Bundle bungles

Badly compiled bundles are a source of unnecessary stress and delay in the course of the hearing. There is a surprisingly large number of ways to get a bundle wrong: the book lists 11 separate errors at paragraph 8.16. Here are three more:

  1. Photocopy double-sided, with parts of different documents appearing on opposite sides of the same page.
  2. Include the same document twice or more.
  3. Punch holes through the pages in a slightly different place each time.
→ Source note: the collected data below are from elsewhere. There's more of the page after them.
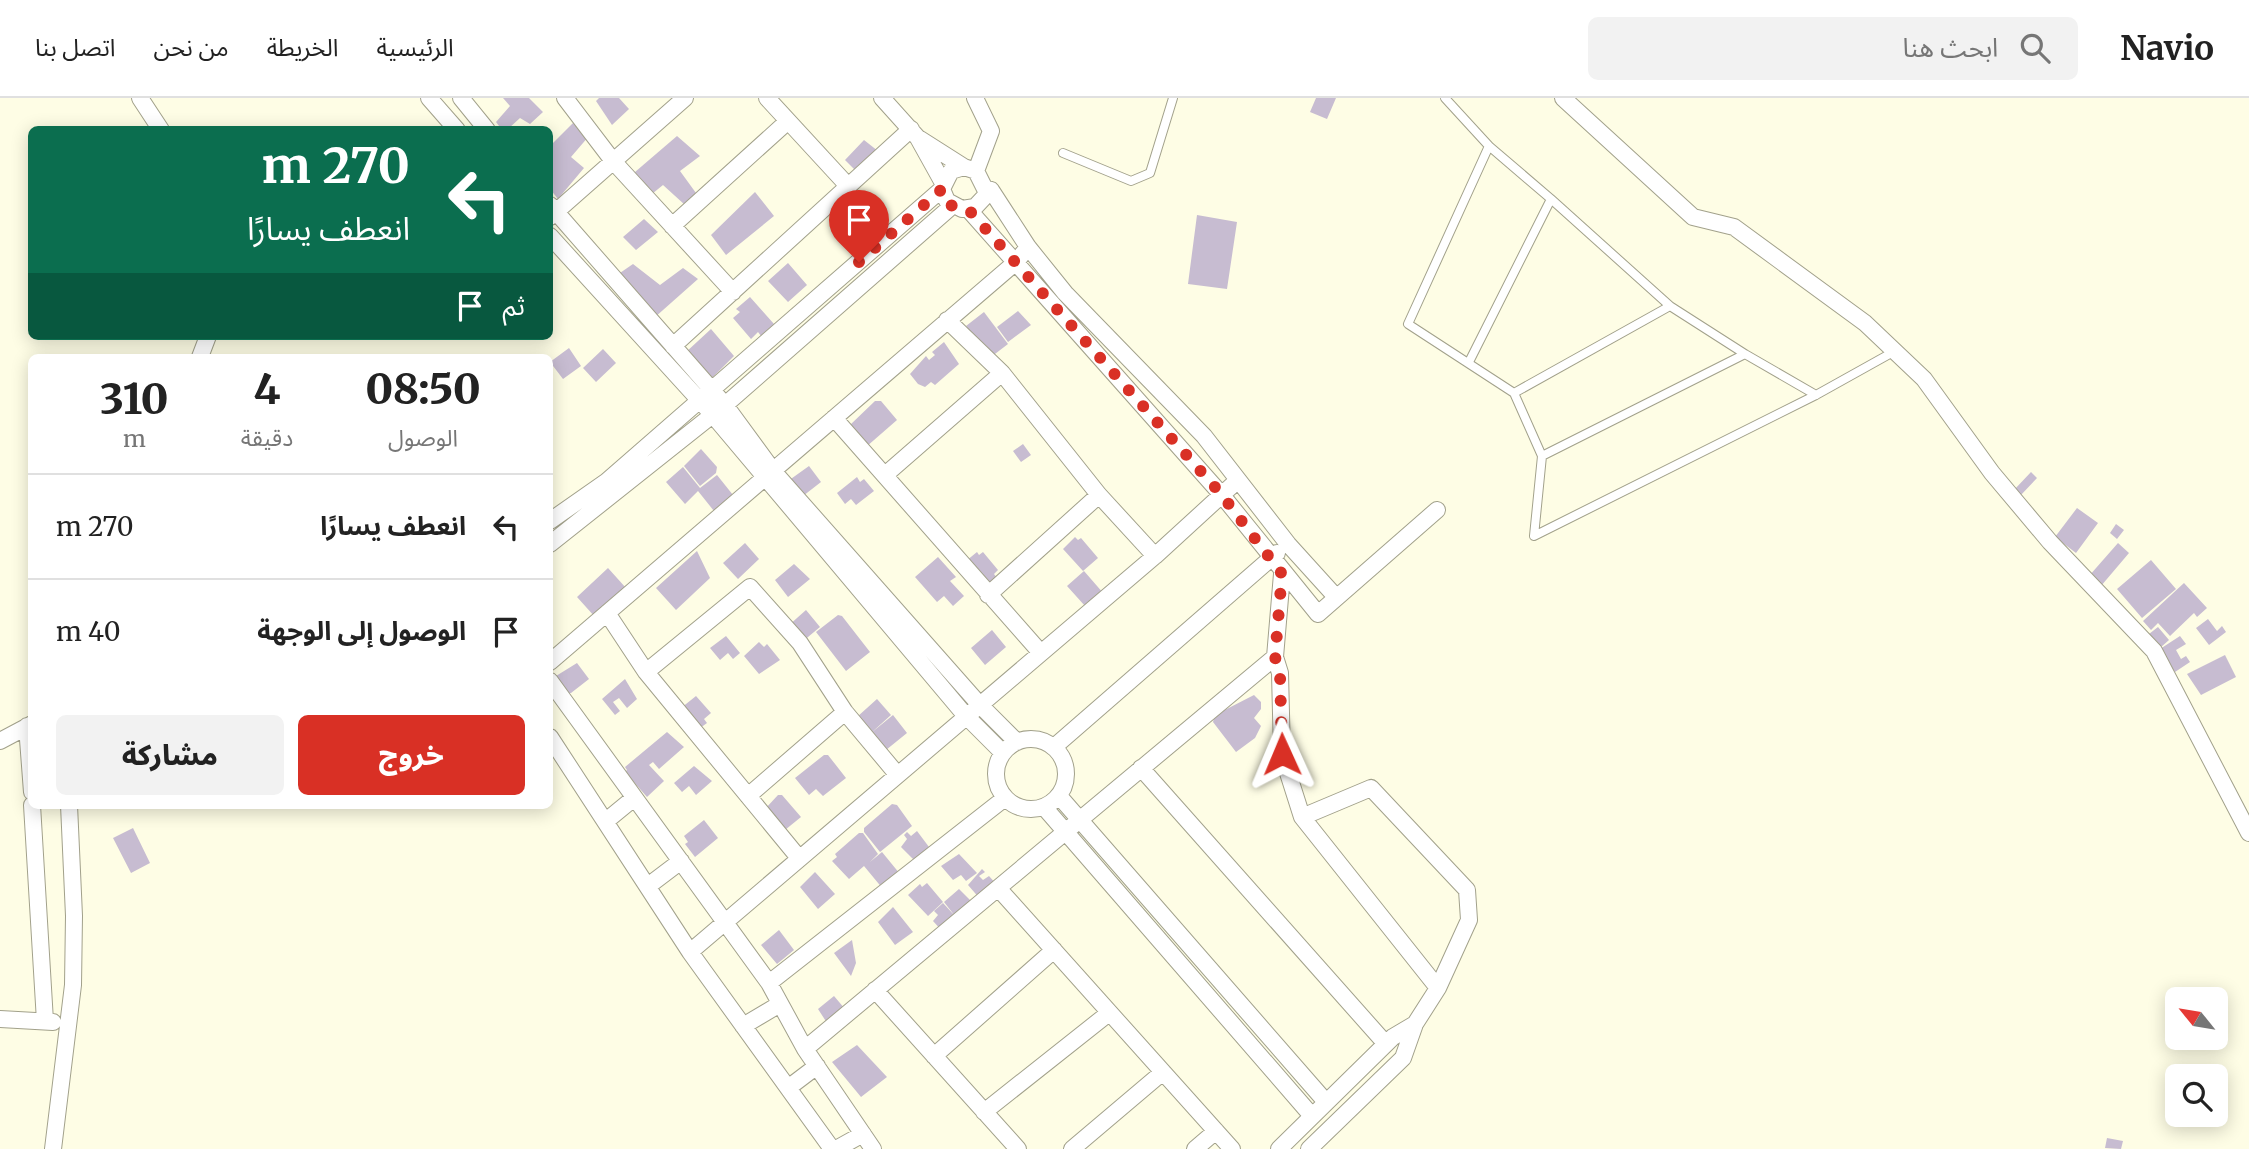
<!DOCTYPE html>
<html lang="ar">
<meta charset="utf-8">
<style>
body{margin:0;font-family:Merriweather,"Noto Sans Arabic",serif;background:#f2f2f2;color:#222;direction:rtl;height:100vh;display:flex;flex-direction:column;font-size:26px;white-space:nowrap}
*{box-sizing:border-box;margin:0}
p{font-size:23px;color:#767676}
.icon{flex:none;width:38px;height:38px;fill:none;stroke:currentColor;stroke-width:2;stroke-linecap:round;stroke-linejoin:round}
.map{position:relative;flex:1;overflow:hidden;direction:ltr}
.panel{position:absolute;left:28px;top:256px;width:525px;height:455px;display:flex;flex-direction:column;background:#fff;border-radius:10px;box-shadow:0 4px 18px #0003;direction:rtl}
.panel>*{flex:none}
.hud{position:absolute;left:28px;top:28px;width:525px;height:214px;border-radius:10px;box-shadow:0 4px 18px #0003;direction:rtl;background:#0b6e4f;color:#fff;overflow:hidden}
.needle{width:46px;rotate:300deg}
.controls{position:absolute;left:2165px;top:889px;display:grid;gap:14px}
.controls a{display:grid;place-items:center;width:63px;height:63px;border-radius:10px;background:#fff;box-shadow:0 4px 18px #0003;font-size:35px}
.pin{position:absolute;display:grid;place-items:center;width:60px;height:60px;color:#fff;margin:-72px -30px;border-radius:50% 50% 50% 0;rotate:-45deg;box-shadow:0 0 7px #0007}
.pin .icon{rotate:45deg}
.me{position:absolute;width:77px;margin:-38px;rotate:359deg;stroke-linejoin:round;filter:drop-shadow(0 0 5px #0008)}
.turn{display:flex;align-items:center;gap:24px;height:147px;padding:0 28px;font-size:32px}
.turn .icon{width:91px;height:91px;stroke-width:2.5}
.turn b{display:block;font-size:49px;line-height:60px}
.then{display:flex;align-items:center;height:66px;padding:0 28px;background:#0003;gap:14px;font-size:26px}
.eta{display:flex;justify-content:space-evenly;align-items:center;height:119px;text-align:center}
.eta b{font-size:42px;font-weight:800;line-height:49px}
.button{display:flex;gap:14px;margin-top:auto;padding:14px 28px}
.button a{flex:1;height:80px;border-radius:10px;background:#d93025;color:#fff;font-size:28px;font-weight:800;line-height:80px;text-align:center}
.button a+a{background:#f2f2f2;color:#222}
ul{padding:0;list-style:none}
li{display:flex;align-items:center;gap:21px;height:105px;padding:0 28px;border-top:2px solid #e0e0e0}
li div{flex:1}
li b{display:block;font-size:26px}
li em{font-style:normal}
header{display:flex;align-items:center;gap:42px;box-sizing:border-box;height:98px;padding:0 35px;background:#fff;border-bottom:2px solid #e0e0e0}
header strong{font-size:33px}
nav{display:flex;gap:38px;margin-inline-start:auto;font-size:24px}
.search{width:490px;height:63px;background:#f2f2f2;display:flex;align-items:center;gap:18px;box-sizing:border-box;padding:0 24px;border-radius:10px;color:#767676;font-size:26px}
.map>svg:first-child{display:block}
.building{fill:#c7bcd1}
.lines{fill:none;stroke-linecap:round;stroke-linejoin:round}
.service-casing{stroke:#a2a18b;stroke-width:10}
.minor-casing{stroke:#a2a18b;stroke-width:18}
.service{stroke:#fff;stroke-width:8}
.minor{stroke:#fff;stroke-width:16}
.route{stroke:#d93025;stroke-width:12;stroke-dasharray:0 21.6}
</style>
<header>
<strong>Navio</strong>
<div class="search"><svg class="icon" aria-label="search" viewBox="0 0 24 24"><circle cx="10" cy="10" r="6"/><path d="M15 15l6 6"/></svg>ابحث هنا</div>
<nav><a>الرئيسية</a><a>الخريطة</a><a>من نحن</a><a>اتصل بنا</a></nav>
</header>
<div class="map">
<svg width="2249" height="1051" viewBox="0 0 2249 1051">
<rect width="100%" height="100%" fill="#fefde5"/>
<!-- building -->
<path class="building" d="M503,0H529L543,14L530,26L520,20L507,32H502L496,24L510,8Z
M599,0H619L629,11L612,27L596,3Z
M1316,0H1336L1327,21L1310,14Z
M573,25L589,38L571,59L584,70L558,101L550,91V48Z
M677,38L700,58L680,73L696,95L685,107L663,87L647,100L628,80Z
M864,42L883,57L861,78L845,62Z
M755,94L774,118L726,157L711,137Z
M1197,117L1237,124L1227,191L1188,186Z
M644,121L658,134L636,152L623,139Z
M788,165L807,187L788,204L768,183Z
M633,166L660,187L683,170L698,181L654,220L617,177Z
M750,199L774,226L761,238L758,234L751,241L733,220L740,214L736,211Z
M1018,213L1031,227L1008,244L997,229Z
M984,214L1008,246L991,259L966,228Z
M711,231L734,258L709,283L685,255Z
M944,244L959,266L935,287L931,284L925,289L918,286L910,276L926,258L929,262L935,257L932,254Z
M569,250L581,268L563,281L550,264Z
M603,251L616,265L596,284L583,270Z
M875,303H881L897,322L866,349L850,327Z
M1023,346L1031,357L1021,364L1013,353Z
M701,351L717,369L716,375L700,388L684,368Z
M809,368L821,384L803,398L788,383Z
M683,369L700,390L717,377L733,397L714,413L698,393L685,406L666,384Z
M2031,374L2037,380L2020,398L2014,392Z
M857,379L860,384L864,381L874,393L856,407L851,401L845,406L837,395Z
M2077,410L2098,425L2076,455L2055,439Z
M2116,426L2124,432L2117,441L2110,435Z
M1075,439L1078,442L1081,440L1098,460L1083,473L1063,451Z
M745,445L759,461L738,481L723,465Z
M2118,445L2129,455L2101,488L2089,478Z
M697,453L710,480L676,512L656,490Z
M977,454L979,457L983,454L998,472L994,476L997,480L985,490L966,463Z
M938,459L956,479L950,483L964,498L953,508L944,498L937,504L915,479Z
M2151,462L2176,491L2142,520L2117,491Z
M794,466L810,481L788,499L775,482Z
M608,470L626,490L595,519L577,499Z
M1084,473L1104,496L1085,508L1067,488Z
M2184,485L2207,510L2197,519L2194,515L2170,538L2158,525L2151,532L2143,523Z
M806,512L820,529L802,544L788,528Z
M838,517L842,518L870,554L846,573L816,534Z
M2208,521L2217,533L2222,528L2226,534L2209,547L2196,530Z
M2158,529L2169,542L2160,550L2149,536Z
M992,532L1006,549L985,567L971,550Z
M726,538L740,555L733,561L728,555L720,562L710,550Z
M2180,538L2186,546L2176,552L2181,561L2186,558L2190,564L2175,574L2160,551Z
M759,544L764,549L767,546L780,562L759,576L744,558Z
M2225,557L2236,579L2201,597L2187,576Z
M577,565L589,581L571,595H567L556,578Z
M625,581L637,601L627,610L619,600L613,604L620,613L615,617L602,601Z
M1254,597L1261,604V611L1254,620L1261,628L1255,640L1236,654L1213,624L1215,617Z
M696,598L711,615L704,621L707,625L696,633L681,610Z
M877,601L891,617L871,635L893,617L907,635L886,652L857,619Z
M667,634L684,649L659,671L653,664L649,667L664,683L647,699L625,674L627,672L625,669Z
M824,657H828L846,680L823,698L816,691L809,697L795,680Z
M694,668L712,683L696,697L689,688L682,694L674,685Z
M778,697H782L801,719L785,732L765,711Z
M892,706L897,707L912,728L880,754L864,734V730Z
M704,722L718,740L695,759L685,746L688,744L684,738Z
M133,730L150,765L131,775L113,740Z
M917,733L929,749L915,763L901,749L907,741L904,737L907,734L911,738Z
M859,735H863L878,756L870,764L882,754L900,776L883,791L864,768L849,781L832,763L837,759L835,756Z
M959,756L977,775L966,783L961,777L953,782L941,768Z
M982,771L985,774L979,778L983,782L989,778L998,788L981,802L968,787Z
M815,774L835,796L818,811L800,789Z
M927,785L943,804L928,818L908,797L920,786L922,789Z
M959,791L975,807L943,834L933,823L938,817L934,813L943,805L955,818L944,804Z
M893,809L913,834L895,847L878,824Z
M779,832L794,852L777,866L761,847Z
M852,842L856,865L851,878L834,855Z
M834,898L851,918L829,928L818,911Z
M857,947L887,979L861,999L832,964Z
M2107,1040L2123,1043L2121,1051L2105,1050Z"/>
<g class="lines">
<defs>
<path id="service" d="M1445,0L1489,48L1408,226L1514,295L1542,358L1534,438L1816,297L1895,253
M1489,48L1551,101
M1063,55L1131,83L1150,75L1173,0
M1469,264L1551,101L1670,208
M1514,295L1670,208L1745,256
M1542,358L1745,256L1816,297"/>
<path id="minor" d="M140,0L161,32
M429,0L457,32
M461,0L487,32
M565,0L613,63L733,194
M767,0L849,89
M882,0L918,40L943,85
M975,0L991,33L976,73
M1563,0L1693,119L1734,129L1865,225L1924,281L1992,375L2050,444L2154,553L2249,735
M920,41L964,69
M964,69L976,73L985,91L991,92L975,109L962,111L947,103L942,91L951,73Z
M991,92L1028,149L1065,195L1204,338L1288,446L1336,499
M550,107L725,307L774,374L979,606L1017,644
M968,111L1221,396L1318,516L1437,412
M550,119L685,0
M672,128L788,23
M550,138L712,316L965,617L1003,655
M947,222L1002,275L1099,397L1155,458
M673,248L911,31
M200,259L208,238
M834,320L1041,555
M885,377L1002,275
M550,423L607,383L942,91
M550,446L725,307L952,108
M1282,476L1275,559L1280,575L1282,656L1302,719L1438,890
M988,497L1099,397
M607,515L646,574L799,760
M550,564L1016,164L1028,149
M646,574L750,489L800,545L845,614L896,675
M550,583L769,885L805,951L873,1051
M27,628L32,694
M550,639L690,854L832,1051
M996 676a35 35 0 1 1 70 0a35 35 0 1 1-70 0Z
M0,643L32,626
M1054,649L1277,455
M1141,670L1386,946
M748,698L845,614
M1059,698L1326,1004
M32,707L45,923
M1044,709L1312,1018
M1302,719L1371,690L1467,792L1469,822L1438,890L1415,926L1403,960L1309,1051
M606,723L634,700
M648,788L681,763
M998,790L1232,1051
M690,854L1155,458L1238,382
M769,885L1005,700
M875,892L1018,1051
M0,921L53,924
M743,928L780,906
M805,951L1275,559
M934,958L1054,852
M788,990L817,968
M984,1014L1109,915
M53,1051L73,887L74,818L69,707
M836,1051L863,1036
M1072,1051L1163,974
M1195,1051L1216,1033
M1279,1051L1393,939L1415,926"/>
</defs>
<!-- service casing -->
<use href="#service" class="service-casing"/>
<!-- minor casing -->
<use href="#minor" class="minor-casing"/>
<!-- service -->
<use href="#service" class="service"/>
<!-- minor -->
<use href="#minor" class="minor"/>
</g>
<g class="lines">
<!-- route -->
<path class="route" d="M859,164L942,91L952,108L968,111L1221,396L1282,476L1275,559L1280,575L1282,656"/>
</g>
</svg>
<div class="controls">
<a><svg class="needle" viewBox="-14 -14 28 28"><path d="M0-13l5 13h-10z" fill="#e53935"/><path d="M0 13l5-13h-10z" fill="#767676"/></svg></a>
<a><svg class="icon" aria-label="search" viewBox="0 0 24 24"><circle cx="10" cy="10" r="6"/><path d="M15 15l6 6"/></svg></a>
</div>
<div class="pin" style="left:859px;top:164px;background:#d93025"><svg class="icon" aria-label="arrive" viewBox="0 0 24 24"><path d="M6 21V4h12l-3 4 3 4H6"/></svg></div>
<svg class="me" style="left:1282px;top:656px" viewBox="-20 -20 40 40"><path d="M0-17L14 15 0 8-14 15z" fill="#d93025" stroke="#fff" stroke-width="4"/></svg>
<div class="hud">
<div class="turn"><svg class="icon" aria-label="left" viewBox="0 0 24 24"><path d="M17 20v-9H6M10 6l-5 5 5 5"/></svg><div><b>270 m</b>انعطف يسارًا</div></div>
<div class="then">ثم<svg class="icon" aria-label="arrive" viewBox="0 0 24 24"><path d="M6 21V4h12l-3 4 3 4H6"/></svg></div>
</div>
<section class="panel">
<div class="eta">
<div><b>08:50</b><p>الوصول</p></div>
<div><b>4</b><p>دقيقة</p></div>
<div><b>310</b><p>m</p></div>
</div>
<ul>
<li><svg class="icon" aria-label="left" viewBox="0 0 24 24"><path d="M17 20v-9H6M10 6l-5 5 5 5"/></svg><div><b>انعطف يسارًا</b></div><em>270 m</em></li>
<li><svg class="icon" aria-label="arrive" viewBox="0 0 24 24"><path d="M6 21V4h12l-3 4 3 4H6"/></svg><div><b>الوصول إلى الوجهة</b></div><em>40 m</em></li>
</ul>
<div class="button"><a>خروج</a><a>مشاركة</a></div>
</section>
</div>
The second can be made even more confusing if in each case there are a few pages missing from the document – but not the same few pages. Occasionally it will be genuinely necessary to include two copies of the same document: for example, where two copies of a typed document have then been separately annotated by two different people in the course of the events that form the subject-matter of the claim. But there is no need to put a document in the bundle a second time just because – for example – it was enclosed in a letter some time after it was originally written. Just put it in in its own chronological place. If the fact that it was enclosed in a later letter matters enough to be discussed at the hearing, everyone can add cross-references to their bundles when it arises.

The third means that if you remove papers from their file or binder to sort them in a different order, you can’t put whole sections of the bundle back onto the rings of the binder: each page has to be individually teased into place. The paper guide on your hole punch is there for a reason.